From the totalitarian point of view history is somerhing to be created rather than learned. (The Prevention of Literature)

La bureaucratie soviétique ou le fascisme ne sont pas les seules entités totalitaires à subir les critiques d’Orwell. Il est aussi conscient que la liberté d’expression de l’écrivain se bute aussi aux pressions économiques dans les sociétés dites libérales.

Political language - and with variations this is true of all political parties, from Conservatives to Anarchists - is designed to make lies sound truthful and murder respectable, and to give an appearance of solidity to pure wind. (Politics and the English Language)

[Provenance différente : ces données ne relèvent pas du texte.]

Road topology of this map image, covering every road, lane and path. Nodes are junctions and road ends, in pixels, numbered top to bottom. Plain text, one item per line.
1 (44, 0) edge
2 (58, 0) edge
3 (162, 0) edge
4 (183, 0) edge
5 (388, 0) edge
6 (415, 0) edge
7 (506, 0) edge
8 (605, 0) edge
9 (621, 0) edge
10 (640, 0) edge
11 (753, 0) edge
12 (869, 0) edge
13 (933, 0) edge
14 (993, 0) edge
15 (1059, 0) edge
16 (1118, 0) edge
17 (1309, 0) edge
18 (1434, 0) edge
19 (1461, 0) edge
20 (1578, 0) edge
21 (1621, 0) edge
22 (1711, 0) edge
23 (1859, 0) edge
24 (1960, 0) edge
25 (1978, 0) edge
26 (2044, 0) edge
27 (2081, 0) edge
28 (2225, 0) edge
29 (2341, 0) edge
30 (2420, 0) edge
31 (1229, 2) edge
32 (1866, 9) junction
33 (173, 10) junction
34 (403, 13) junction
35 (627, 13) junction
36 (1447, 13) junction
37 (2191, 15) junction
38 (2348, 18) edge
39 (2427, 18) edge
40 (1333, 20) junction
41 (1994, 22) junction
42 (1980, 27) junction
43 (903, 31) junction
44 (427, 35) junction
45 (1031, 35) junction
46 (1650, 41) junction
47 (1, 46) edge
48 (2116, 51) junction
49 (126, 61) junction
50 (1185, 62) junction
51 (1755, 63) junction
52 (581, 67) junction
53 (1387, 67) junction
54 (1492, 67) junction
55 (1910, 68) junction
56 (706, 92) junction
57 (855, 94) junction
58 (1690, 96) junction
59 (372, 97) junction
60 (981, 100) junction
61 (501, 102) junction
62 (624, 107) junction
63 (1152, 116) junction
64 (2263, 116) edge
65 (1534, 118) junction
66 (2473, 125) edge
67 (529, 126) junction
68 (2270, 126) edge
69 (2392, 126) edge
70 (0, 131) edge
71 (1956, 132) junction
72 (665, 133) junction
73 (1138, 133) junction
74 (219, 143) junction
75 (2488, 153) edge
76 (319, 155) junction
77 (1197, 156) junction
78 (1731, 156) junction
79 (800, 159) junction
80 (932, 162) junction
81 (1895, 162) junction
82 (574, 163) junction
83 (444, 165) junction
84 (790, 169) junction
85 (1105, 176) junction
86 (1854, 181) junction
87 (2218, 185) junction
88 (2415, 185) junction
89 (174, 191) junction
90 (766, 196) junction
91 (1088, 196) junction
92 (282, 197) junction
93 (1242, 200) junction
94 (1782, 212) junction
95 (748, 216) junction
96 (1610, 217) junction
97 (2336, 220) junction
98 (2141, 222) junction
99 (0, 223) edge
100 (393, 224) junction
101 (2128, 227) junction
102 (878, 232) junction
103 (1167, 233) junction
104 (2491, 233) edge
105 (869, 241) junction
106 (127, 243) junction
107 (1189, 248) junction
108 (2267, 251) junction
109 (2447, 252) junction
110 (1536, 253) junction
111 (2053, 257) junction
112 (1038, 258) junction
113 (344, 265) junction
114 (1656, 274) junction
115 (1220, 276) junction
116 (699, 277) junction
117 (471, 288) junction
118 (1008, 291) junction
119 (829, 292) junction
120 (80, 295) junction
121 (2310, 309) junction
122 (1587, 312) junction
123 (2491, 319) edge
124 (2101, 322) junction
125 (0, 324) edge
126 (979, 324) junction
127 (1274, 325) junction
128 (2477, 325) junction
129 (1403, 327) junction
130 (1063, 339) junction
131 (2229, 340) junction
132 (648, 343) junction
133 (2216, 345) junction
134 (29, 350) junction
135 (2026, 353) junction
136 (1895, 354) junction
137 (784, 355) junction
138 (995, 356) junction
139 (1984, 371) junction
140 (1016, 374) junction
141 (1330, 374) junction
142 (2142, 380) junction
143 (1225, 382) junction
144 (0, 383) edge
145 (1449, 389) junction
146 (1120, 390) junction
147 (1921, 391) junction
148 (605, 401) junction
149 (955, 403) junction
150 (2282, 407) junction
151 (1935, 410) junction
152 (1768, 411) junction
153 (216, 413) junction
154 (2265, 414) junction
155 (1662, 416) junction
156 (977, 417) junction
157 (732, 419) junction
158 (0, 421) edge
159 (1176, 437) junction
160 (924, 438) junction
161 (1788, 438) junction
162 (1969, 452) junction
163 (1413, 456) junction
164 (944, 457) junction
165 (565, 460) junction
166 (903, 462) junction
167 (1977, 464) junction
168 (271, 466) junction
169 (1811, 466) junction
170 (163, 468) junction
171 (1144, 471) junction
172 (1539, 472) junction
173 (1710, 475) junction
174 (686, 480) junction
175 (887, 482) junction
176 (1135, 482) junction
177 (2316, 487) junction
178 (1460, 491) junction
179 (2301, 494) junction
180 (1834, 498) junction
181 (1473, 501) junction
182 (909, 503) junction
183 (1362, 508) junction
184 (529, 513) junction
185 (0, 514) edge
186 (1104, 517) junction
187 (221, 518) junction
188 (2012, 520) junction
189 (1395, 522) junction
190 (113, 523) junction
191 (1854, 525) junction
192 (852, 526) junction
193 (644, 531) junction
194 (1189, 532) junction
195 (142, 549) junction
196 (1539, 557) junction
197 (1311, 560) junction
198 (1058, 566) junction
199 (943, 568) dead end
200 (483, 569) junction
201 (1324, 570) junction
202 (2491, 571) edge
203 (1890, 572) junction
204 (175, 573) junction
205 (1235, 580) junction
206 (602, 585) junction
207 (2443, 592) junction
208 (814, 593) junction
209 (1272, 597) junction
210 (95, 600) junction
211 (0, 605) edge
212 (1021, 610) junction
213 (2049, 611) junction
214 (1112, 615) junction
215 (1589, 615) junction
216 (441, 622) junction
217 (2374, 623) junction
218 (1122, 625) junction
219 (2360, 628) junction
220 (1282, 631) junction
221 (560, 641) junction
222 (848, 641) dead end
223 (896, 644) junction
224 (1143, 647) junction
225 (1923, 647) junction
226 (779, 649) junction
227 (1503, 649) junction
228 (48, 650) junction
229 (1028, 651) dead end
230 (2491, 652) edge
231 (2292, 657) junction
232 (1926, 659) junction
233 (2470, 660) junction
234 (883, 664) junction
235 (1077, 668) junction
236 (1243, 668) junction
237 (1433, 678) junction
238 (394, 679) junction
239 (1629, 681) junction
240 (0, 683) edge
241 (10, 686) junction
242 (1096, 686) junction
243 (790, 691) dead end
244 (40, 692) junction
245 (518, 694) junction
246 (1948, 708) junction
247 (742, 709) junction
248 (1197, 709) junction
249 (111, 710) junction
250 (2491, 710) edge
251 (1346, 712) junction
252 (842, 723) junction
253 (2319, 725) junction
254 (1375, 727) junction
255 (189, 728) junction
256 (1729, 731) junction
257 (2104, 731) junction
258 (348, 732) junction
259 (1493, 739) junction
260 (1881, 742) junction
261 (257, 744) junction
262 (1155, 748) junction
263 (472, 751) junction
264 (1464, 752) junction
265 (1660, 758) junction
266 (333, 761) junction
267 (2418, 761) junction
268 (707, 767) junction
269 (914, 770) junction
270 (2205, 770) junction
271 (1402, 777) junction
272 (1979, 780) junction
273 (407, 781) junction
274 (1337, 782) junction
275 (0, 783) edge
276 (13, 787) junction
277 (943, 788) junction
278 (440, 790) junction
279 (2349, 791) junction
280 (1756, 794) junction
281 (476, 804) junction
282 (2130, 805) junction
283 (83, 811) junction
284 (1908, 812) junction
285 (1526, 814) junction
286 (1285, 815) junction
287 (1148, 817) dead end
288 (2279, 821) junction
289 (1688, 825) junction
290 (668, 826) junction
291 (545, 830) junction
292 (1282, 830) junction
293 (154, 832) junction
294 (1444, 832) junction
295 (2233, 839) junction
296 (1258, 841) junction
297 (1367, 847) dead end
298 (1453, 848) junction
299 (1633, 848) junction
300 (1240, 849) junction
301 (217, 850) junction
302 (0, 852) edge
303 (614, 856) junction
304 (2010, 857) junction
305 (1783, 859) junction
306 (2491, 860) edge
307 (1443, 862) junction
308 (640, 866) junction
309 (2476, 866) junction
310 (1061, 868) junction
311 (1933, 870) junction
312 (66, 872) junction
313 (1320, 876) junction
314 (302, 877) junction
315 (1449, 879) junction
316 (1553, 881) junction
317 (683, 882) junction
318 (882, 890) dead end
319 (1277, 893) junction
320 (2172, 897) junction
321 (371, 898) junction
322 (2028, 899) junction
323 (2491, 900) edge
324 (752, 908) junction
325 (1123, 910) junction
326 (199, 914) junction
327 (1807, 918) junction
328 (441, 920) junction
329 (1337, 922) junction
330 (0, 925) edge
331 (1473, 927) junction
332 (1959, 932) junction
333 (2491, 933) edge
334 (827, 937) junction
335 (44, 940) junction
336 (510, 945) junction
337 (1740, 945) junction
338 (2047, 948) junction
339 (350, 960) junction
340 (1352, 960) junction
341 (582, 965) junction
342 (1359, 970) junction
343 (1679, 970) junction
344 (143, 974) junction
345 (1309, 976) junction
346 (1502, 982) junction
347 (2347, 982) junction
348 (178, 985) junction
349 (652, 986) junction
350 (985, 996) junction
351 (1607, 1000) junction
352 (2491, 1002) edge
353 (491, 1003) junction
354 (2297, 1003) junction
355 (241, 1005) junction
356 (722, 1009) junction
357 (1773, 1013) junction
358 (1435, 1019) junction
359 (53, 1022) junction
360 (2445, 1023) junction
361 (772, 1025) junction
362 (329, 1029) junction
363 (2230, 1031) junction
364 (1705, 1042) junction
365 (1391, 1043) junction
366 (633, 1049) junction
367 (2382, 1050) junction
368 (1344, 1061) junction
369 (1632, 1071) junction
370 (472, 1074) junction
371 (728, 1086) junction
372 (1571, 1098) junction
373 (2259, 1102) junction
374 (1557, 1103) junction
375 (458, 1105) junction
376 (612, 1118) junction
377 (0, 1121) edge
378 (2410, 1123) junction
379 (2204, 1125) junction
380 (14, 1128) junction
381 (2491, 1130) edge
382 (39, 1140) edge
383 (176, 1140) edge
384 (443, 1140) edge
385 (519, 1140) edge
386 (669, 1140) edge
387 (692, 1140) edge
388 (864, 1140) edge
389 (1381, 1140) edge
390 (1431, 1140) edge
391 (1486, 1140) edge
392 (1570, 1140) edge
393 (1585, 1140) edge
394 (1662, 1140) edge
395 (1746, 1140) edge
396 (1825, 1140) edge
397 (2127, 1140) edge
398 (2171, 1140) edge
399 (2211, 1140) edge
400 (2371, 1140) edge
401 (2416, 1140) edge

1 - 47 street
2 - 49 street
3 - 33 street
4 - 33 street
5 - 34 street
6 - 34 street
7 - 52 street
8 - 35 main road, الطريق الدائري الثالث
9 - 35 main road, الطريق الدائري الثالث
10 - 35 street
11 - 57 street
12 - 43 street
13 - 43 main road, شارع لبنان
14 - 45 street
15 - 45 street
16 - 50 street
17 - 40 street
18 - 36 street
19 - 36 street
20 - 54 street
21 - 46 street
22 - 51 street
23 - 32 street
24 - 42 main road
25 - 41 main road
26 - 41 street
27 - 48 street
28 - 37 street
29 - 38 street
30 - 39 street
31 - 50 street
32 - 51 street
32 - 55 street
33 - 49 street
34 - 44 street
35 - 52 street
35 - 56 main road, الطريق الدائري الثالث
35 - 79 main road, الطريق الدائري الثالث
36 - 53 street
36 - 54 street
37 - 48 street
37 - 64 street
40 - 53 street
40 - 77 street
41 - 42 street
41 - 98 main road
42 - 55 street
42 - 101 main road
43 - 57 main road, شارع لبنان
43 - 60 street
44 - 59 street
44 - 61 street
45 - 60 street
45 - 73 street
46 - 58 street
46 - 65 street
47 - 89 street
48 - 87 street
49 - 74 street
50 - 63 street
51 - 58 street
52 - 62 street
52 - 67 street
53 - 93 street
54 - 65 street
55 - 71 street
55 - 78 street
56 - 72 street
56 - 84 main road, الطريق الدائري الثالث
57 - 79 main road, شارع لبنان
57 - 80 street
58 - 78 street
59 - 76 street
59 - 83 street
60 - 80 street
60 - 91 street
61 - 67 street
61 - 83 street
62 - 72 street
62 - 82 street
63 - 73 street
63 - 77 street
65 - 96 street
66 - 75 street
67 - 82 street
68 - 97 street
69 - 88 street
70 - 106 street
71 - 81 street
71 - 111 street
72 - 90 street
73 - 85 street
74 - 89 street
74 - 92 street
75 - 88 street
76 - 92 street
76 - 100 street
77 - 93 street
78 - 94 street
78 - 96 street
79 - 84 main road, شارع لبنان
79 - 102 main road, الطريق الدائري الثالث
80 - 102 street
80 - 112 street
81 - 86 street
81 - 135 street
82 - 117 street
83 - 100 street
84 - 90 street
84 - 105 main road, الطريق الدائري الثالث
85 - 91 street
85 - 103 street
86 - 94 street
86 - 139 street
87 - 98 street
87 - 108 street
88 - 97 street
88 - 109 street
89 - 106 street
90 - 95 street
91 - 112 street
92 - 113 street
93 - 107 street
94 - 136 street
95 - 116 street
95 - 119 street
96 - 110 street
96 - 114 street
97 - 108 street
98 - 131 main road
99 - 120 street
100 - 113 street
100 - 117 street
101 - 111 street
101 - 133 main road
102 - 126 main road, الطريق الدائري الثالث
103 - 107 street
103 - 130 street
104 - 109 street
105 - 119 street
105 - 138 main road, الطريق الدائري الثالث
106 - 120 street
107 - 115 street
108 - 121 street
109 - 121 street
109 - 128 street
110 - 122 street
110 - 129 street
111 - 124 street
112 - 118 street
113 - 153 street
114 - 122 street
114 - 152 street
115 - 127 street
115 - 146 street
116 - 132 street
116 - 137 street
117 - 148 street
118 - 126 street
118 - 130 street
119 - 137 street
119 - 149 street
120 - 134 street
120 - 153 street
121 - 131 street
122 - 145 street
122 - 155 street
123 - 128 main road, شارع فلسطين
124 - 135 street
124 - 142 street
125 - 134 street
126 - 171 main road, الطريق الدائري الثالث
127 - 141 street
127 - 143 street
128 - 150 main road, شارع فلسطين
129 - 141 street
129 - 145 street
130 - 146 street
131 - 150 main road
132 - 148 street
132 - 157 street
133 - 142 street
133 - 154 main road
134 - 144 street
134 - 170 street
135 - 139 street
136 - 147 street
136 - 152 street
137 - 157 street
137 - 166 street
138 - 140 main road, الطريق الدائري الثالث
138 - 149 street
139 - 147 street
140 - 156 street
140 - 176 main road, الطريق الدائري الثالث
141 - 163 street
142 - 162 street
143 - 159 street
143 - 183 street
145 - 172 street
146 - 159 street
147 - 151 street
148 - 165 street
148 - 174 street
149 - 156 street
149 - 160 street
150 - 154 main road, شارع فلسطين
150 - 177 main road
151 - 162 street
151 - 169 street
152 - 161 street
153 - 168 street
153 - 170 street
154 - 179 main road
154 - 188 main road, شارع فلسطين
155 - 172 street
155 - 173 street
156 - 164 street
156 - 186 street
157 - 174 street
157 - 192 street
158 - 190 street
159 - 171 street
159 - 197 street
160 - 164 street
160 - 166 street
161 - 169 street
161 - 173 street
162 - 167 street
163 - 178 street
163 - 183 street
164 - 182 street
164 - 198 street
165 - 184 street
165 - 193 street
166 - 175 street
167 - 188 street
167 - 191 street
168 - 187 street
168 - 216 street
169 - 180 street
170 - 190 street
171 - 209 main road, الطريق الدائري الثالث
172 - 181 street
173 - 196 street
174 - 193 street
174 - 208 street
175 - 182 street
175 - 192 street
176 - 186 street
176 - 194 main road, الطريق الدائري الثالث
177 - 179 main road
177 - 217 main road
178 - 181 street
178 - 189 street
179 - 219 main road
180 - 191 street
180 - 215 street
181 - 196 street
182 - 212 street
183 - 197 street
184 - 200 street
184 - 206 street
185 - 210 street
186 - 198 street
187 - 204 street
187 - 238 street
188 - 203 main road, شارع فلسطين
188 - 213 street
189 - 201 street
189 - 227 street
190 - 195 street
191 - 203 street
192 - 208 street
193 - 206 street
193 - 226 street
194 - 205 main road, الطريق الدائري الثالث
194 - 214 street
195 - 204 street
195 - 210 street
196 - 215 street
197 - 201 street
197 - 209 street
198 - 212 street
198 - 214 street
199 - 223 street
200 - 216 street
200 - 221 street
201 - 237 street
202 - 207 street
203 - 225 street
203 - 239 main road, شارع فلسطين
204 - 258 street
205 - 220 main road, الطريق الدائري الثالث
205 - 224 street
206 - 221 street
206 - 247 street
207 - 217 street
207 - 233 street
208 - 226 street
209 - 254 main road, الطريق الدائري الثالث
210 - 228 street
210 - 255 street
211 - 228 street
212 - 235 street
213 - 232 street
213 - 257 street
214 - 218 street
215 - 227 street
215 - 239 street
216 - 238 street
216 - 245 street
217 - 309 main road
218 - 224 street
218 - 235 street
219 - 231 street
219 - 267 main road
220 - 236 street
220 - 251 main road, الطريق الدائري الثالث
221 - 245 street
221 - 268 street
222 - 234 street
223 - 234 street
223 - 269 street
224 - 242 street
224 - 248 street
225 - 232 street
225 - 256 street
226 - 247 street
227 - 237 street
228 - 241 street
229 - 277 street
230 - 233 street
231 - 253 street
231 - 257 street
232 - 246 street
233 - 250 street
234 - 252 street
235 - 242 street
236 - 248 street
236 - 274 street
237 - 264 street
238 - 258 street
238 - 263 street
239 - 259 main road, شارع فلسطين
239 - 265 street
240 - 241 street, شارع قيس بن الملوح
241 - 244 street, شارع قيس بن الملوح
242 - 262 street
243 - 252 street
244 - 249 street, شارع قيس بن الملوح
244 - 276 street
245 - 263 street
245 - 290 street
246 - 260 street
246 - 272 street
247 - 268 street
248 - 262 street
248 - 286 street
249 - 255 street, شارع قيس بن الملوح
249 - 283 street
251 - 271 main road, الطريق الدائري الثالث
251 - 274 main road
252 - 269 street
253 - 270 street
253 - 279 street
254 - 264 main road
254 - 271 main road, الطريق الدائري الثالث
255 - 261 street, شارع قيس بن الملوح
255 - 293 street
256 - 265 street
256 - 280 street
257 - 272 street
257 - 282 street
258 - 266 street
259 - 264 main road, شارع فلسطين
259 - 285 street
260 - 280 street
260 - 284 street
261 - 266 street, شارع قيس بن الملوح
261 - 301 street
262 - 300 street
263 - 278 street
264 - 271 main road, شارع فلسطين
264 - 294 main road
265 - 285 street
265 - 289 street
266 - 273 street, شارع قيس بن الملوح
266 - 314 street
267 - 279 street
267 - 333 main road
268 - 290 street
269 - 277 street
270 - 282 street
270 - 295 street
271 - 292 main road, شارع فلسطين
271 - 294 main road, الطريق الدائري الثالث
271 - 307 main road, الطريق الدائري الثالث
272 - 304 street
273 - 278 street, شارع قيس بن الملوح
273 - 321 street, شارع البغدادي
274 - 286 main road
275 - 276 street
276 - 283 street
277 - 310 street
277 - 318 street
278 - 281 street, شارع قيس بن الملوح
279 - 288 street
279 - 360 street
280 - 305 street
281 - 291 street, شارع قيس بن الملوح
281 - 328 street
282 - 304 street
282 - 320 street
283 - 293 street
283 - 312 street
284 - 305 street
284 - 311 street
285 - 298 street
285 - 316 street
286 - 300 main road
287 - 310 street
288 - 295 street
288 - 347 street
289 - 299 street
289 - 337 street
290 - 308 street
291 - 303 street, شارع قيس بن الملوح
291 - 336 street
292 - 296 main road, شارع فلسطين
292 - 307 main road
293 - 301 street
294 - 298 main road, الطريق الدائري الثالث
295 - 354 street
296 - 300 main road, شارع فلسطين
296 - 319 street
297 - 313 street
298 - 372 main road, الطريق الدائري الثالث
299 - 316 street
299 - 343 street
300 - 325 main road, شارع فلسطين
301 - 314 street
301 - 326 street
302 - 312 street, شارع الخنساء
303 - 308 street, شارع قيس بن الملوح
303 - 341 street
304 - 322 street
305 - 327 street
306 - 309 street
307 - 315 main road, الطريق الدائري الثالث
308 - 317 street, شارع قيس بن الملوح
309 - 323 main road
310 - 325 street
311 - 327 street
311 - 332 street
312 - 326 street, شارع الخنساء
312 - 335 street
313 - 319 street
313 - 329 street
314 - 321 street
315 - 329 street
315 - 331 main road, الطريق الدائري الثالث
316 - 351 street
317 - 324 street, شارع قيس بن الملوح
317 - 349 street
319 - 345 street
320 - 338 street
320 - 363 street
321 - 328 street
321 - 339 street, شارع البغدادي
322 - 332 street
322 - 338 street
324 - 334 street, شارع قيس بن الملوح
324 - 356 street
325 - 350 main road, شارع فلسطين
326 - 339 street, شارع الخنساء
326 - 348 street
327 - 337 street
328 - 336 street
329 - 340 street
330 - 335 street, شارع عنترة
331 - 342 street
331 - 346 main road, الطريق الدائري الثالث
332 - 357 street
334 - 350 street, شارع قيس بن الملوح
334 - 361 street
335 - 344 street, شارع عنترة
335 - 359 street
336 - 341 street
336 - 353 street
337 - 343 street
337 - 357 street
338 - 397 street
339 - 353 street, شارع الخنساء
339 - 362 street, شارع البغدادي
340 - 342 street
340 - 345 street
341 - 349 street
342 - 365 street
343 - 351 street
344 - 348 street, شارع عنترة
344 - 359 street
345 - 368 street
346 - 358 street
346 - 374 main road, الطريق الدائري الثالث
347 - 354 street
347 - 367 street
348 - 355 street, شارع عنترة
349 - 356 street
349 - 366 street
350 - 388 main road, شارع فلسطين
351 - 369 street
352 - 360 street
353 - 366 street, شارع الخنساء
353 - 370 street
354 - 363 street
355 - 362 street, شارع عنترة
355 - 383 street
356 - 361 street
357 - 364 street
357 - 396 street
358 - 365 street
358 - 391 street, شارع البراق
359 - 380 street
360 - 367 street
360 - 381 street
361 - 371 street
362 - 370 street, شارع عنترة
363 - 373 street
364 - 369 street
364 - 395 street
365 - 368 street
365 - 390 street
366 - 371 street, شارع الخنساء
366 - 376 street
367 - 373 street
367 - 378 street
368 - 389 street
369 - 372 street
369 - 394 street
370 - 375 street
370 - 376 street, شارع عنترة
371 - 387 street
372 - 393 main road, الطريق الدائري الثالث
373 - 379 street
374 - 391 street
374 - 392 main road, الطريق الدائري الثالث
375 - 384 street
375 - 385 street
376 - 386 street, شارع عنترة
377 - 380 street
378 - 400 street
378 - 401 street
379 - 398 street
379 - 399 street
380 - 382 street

Son écriture comme d’habitude est simple et claire. Il n’y a jamais de verbiage chez lui, c’est agréable. On a toujours l'impression qu'il vise juste, qu'il a ultimement raison. Son érudition est de plus incroyable, on sent qu'Orwell est un rat de bibliothèque qui a passé énormément de temps à lire. Où a t’il trouvé, sachant cela, le temps de faire tout ce qu’il a vécu (les colonies britanniques, la dèche à Paris et à Londres, la guerre en Espagne) ? Ce qu’il y a d’encore plus incroyable chez lui, c’est sa profonde humanité. Orwell décèle chez toute personne qu’il croise, même ses ennemis idéologiques, une certaine vitalité. Ces « essais » ne ressemblent pas à des essais tels que les écriraient un intellectuel français. Il n’y a absolument aucune pédanterie chez lui, aucun de ces travers orgueilleux que l’on voit si souvent dans l’intelligentsia française.

La simplicité apparente de son langage est une illusion. Certains de ses essais permettent de réaliser son énorme travail stylistique. D’une certaine façon elle permet une certaine vulgarisation de pensée. Ces essais s’inscrivent dans une démarche d’éducation populaire qui, débarrassée des jargons et autres pédanteries intellectuelles, permet à n’importe quel lecteur de comprendre les enjeux du socialisme démocratique, de la liberté d’expression et de l’importance de s’élever culturellement pour identifier le totalitarisme et toutes formes d’aliénation de l’être humain. Je ne vois guère qu’Albert Camus en France qui ait proposé au plus grand nombre un contenu théorique simple d’accès. Camus étant parfois mal considéré par l’intelligentsia pour n’être qu’un « philosophe de classe terminale », cela explique peut-être pourquoi Orwell, qui s’inscrit à mon sens dans une même dynamique, n’est pas considéré comme un penseur sérieux en France.

Le recueil comporte quelques articles assez futiles néanmoins. Je crois que l’éditeur a voulu apporter de la diversité et montrer la polyvalence d’Orwell sur un grand nombre de sujets. Et montrer par la même son incroyable curiosité et humanité. Il rappelle d’ailleurs au lecteur dans sa quatrième de couverture que quiconque souhaite comprendre le vingtième siècle devra lire Orwell. Mais l’édition souffre du coup d’un certain manque de cohérence. Destiné au plus grand nombre, cette introduction à la pensée d’Orwell est pourtant une bouffée d’air frais salutaire.